Regardless of the purpose, the goal remains the same. The early front-runner was the Nokia 770. Nokia has branded the 770 as an “Internet Tablet” which means that it does all the internet things that I want. It comes out of the box with an email client, IM, VOIP, and Opera. Since it runs linux (more specifically the maemo platform, what comes in the box is somewhat irrelevant since you’re just a community website away from getting a ton more apps.
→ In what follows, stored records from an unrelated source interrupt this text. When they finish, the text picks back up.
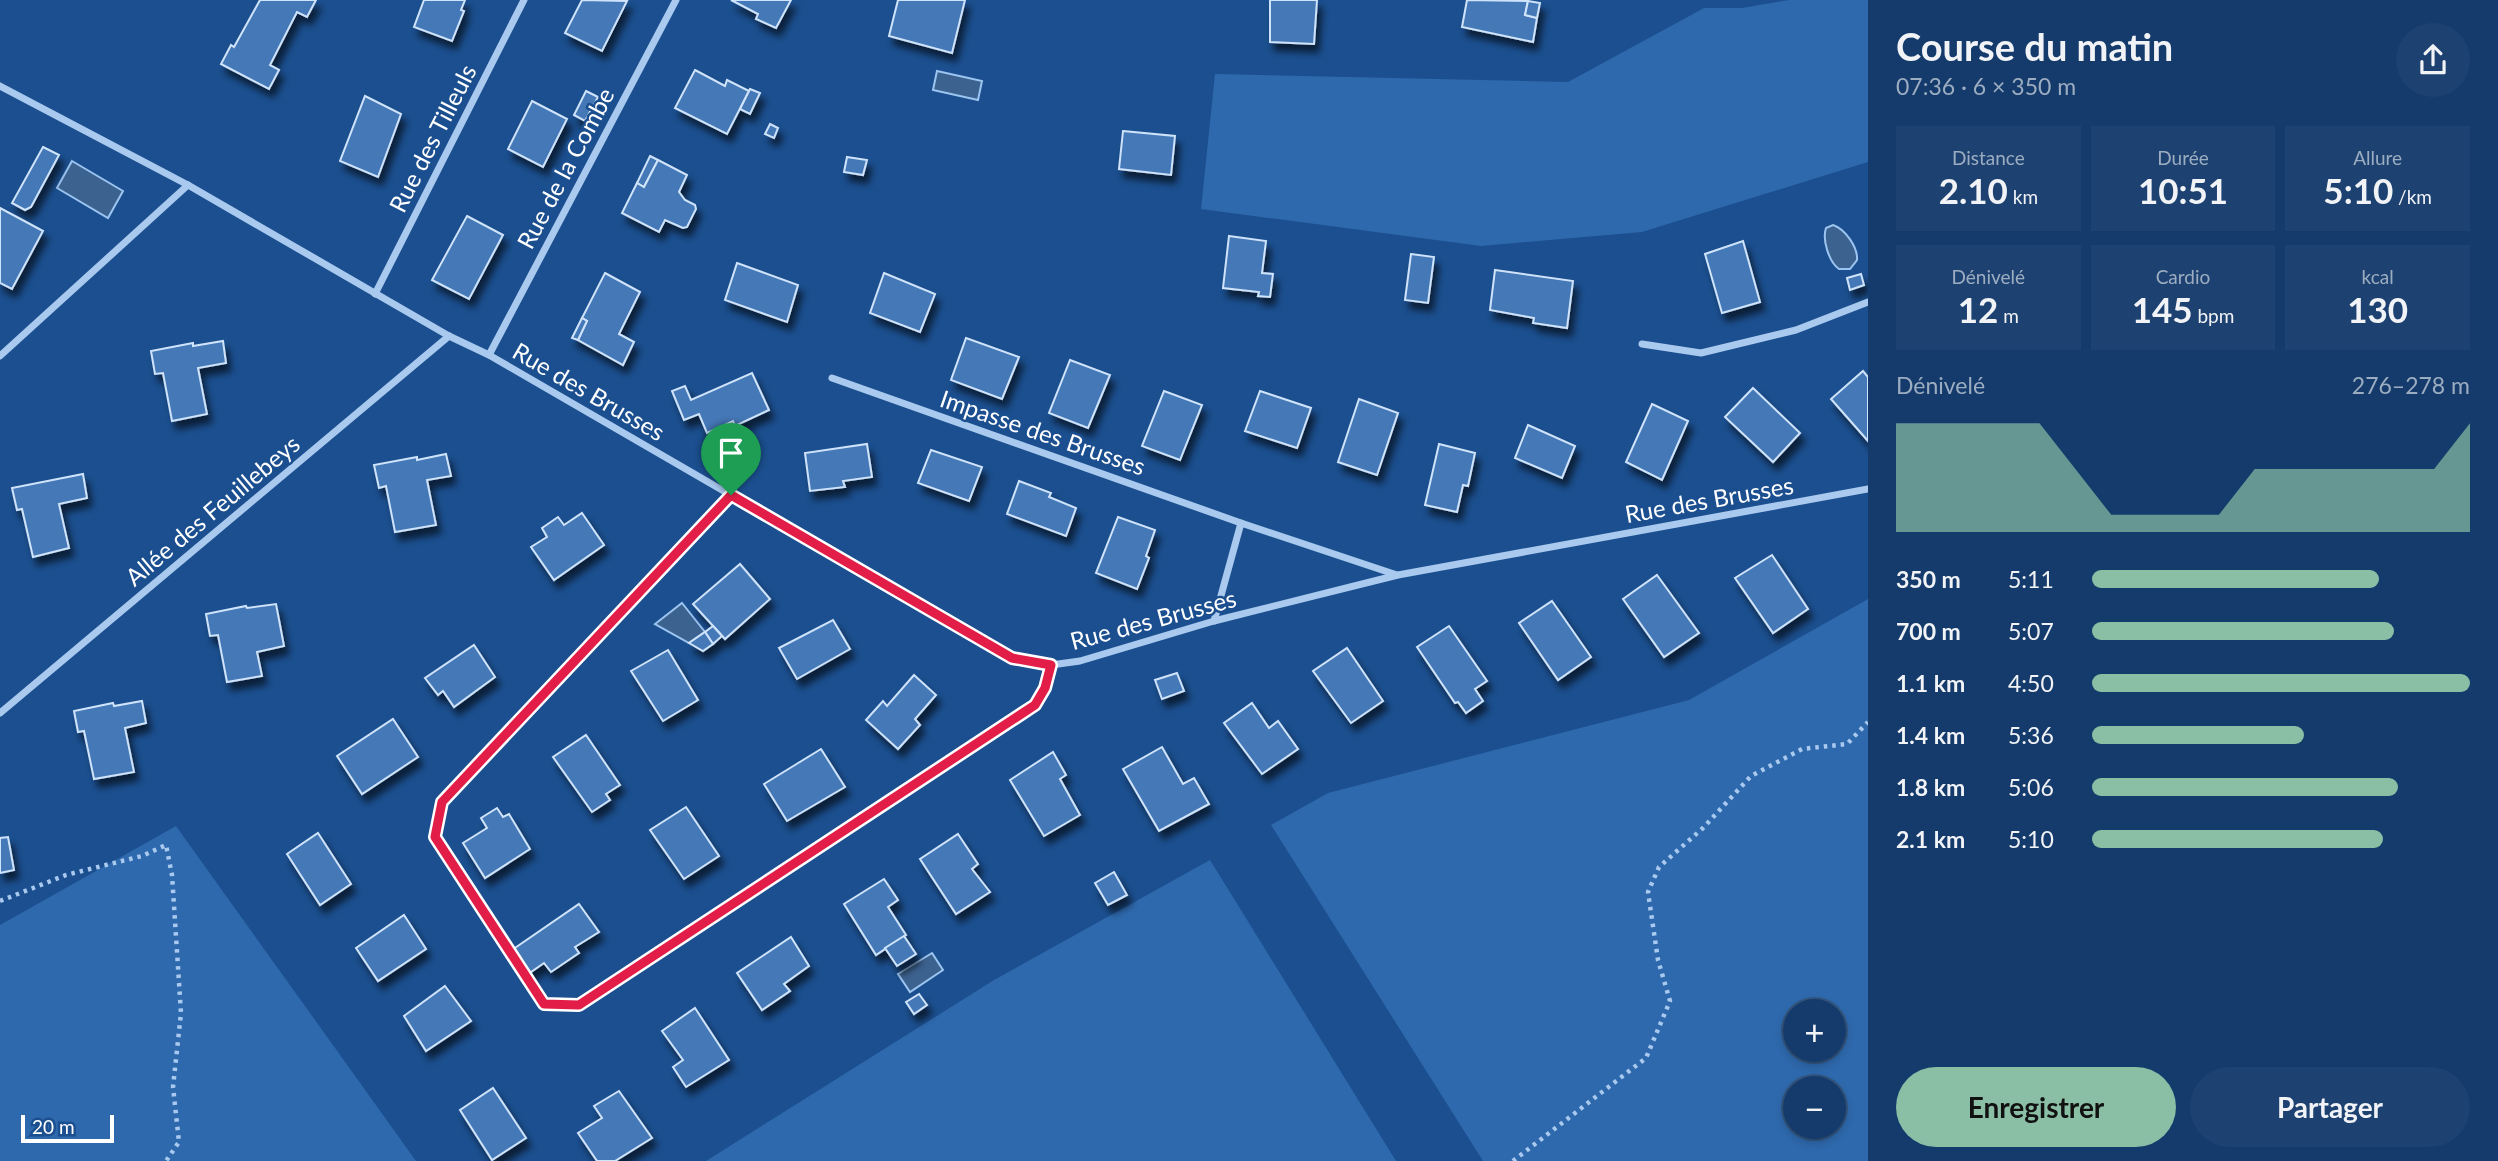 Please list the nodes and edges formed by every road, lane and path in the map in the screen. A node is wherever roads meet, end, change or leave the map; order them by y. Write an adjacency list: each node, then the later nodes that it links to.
1 (524, 0): 5 (street, Rue des Tilleuls)
2 (676, 0): 9 (street, Rue de la Combe)
3 (0, 86): 4 (street, Rue des Brusses)
4 (188, 185): 5 (street, Rue des Brusses); 10 (street)
5 (375, 294): 7 (street, Rue des Brusses)
6 (1868, 302): 8 (street)
7 (449, 336): 9 (street, Rue des Brusses); 18 (street, Allée des Feuillebeys)
8 (1642, 344)
9 (489, 355): 13 (street, Rue des Brusses)
10 (0, 356)
11 (832, 378): 14 (street, Impasse des Brusses)
12 (1868, 489): 15 (street, Rue des Brusses)
13 (731, 495): 17 (street, Rue des Brusses); 17 (street)
14 (1241, 523): 15 (street, Impasse des Brusses); 16 (street)
15 (1398, 575): 16 (street, Rue des Brusses)
16 (1213, 621): 17 (street, Rue des Brusses)
17 (1051, 665)
18 (0, 713)
19 (1868, 722): 22 (path)
20 (0, 901): 21 (path)
21 (166, 1161)
22 (1513, 1161) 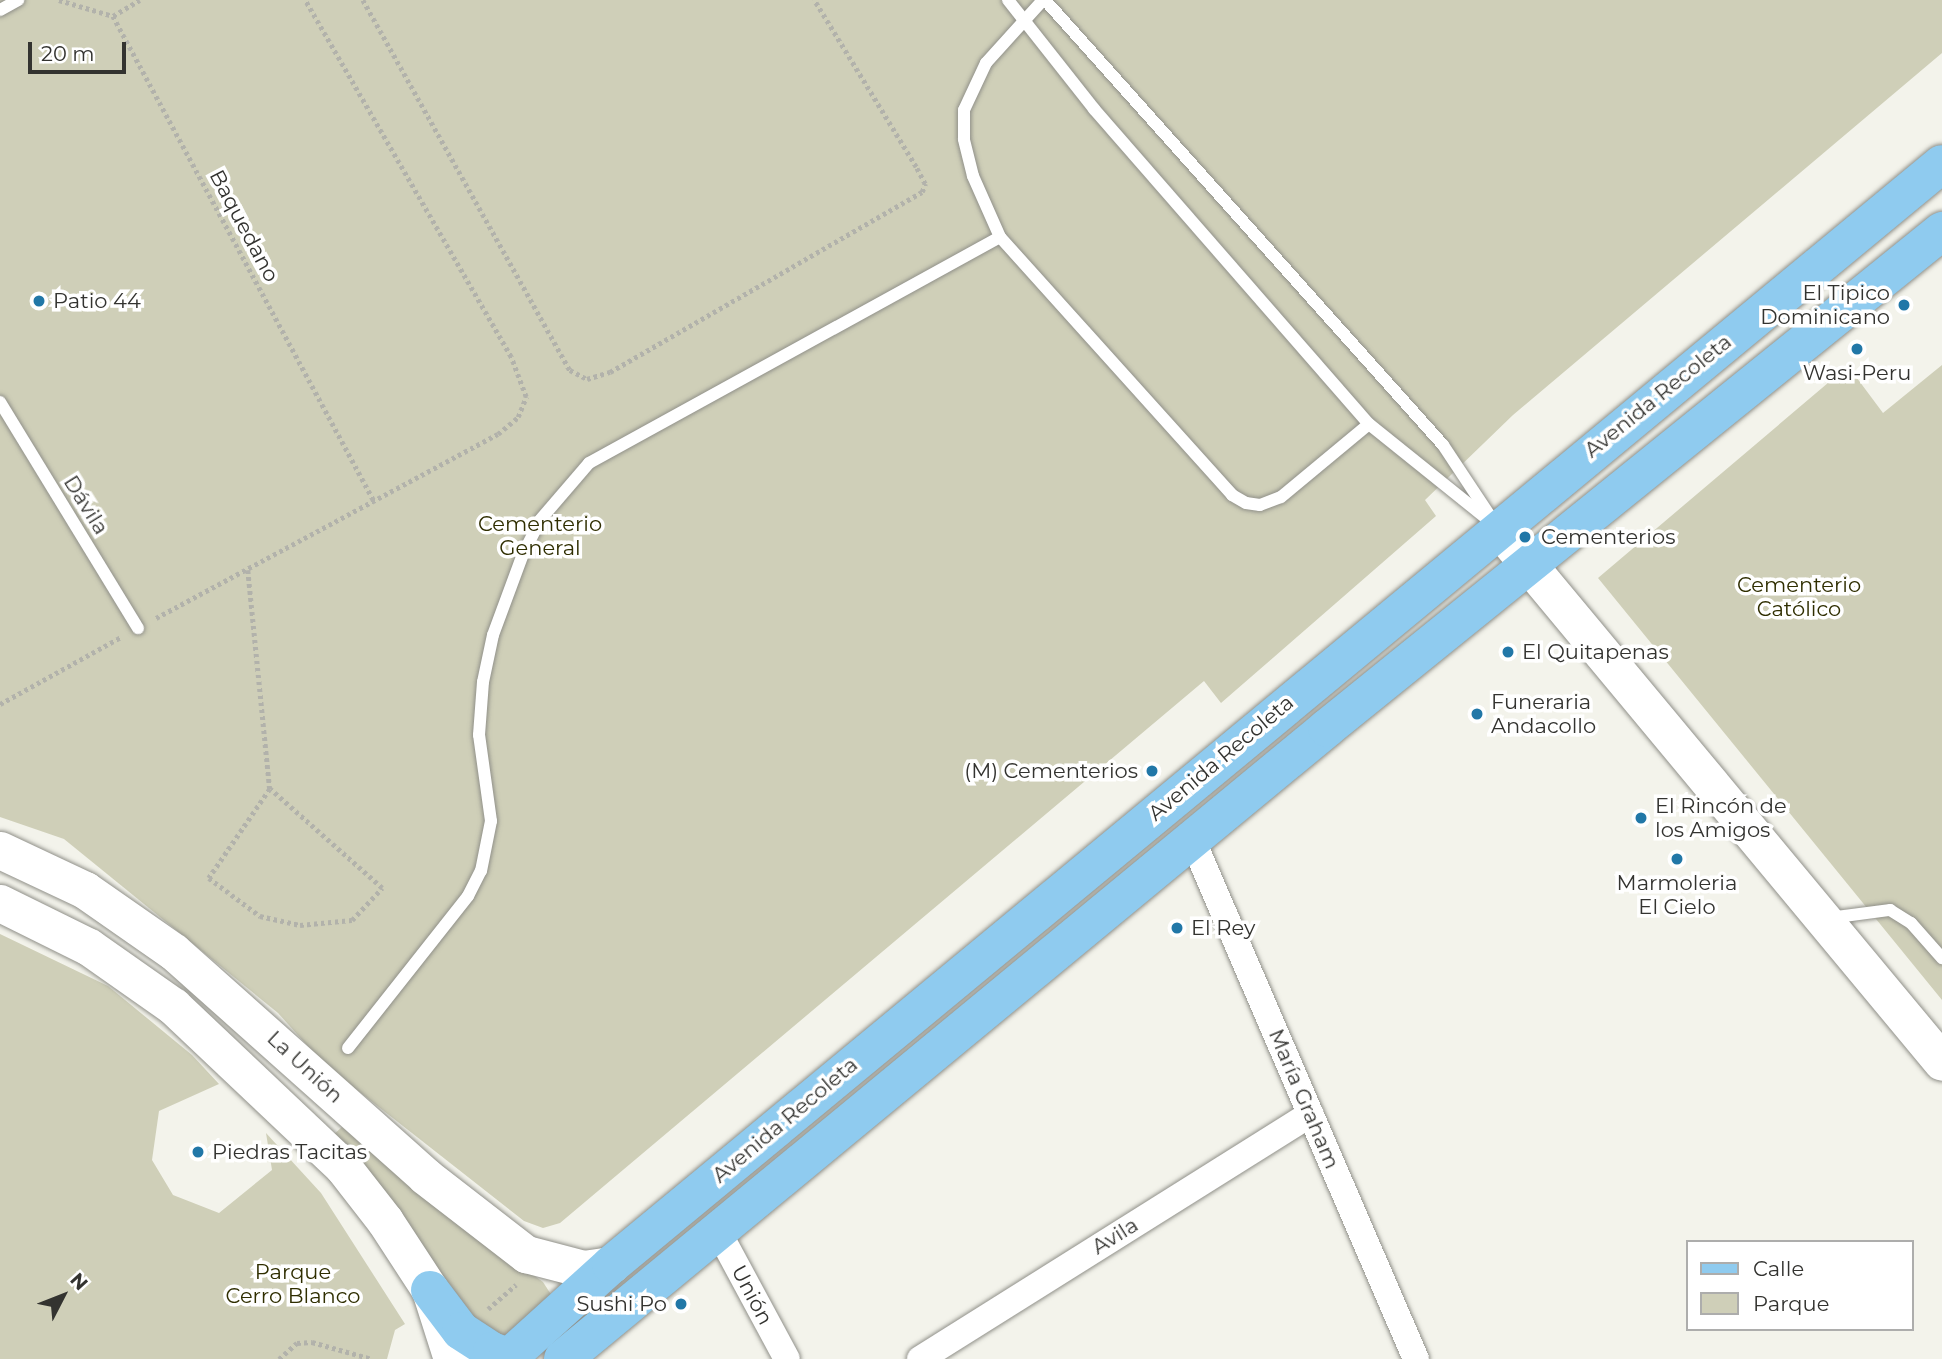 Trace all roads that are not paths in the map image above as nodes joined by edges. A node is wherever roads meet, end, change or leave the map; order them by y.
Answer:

However, the Nokia sufferes from some serious drawbacks. It’s $370, availability has been iffy, and it’s underpowered compared to it’s competitors at the price range. This lead me to consider the Palm TX. This device is cheaper and has a more powerful processor than the Nokia. Like the Nokia, there is a version of Opera available for it as well. But it too has some serious drawbacks. The first is Palm OS 5 is not multithreaded. Which means that you won’t be able to listen to Internet Radio and browse the web at the same time. The next is the darth of decent open source software. Instant messaging clients for the palm appear to be proprietary only. A platform without Gaim is not a platform I’d like to know.

Since this pretty much rounds out all non-windows pocket based devices out there (I want to surf the web, not reboot), my money will stay in the bank. For now.

There are some pretty interesting things on the horizon. Sony has announced the Mylo which has most of the things the Nokia does, plus an actual keyboard.

Archos, the guys that make really expensive MP3 players, have announced an
MP3 playing, video-ripping, Wi-Fi enabled device. It too looks like it will do everything I want, comes with Opera (notice a trend) and has the added bonus of replacing my Creative Nomad Zen. However, since it’s from the guys that make really expensive MP3 players, it might end up costing more than a new laptop.

The most interesting alternative is (surprise, surprise) Opera for the DS. This option could cost as little as $50, will get me the most important thing (the web browser) and will fit in my new favorite portable device. Unfortunately, there is no English version as of now (the expected EU release is Oct, 6) and no apparent plans for a US release. However, since the DS isn’t region coded, it may become a simple manner of paying a little more to get it from an importer.

So while the current terrain is pretty bleak on the front, the future looks very exciting. I look forward to the day when I blog without the PC.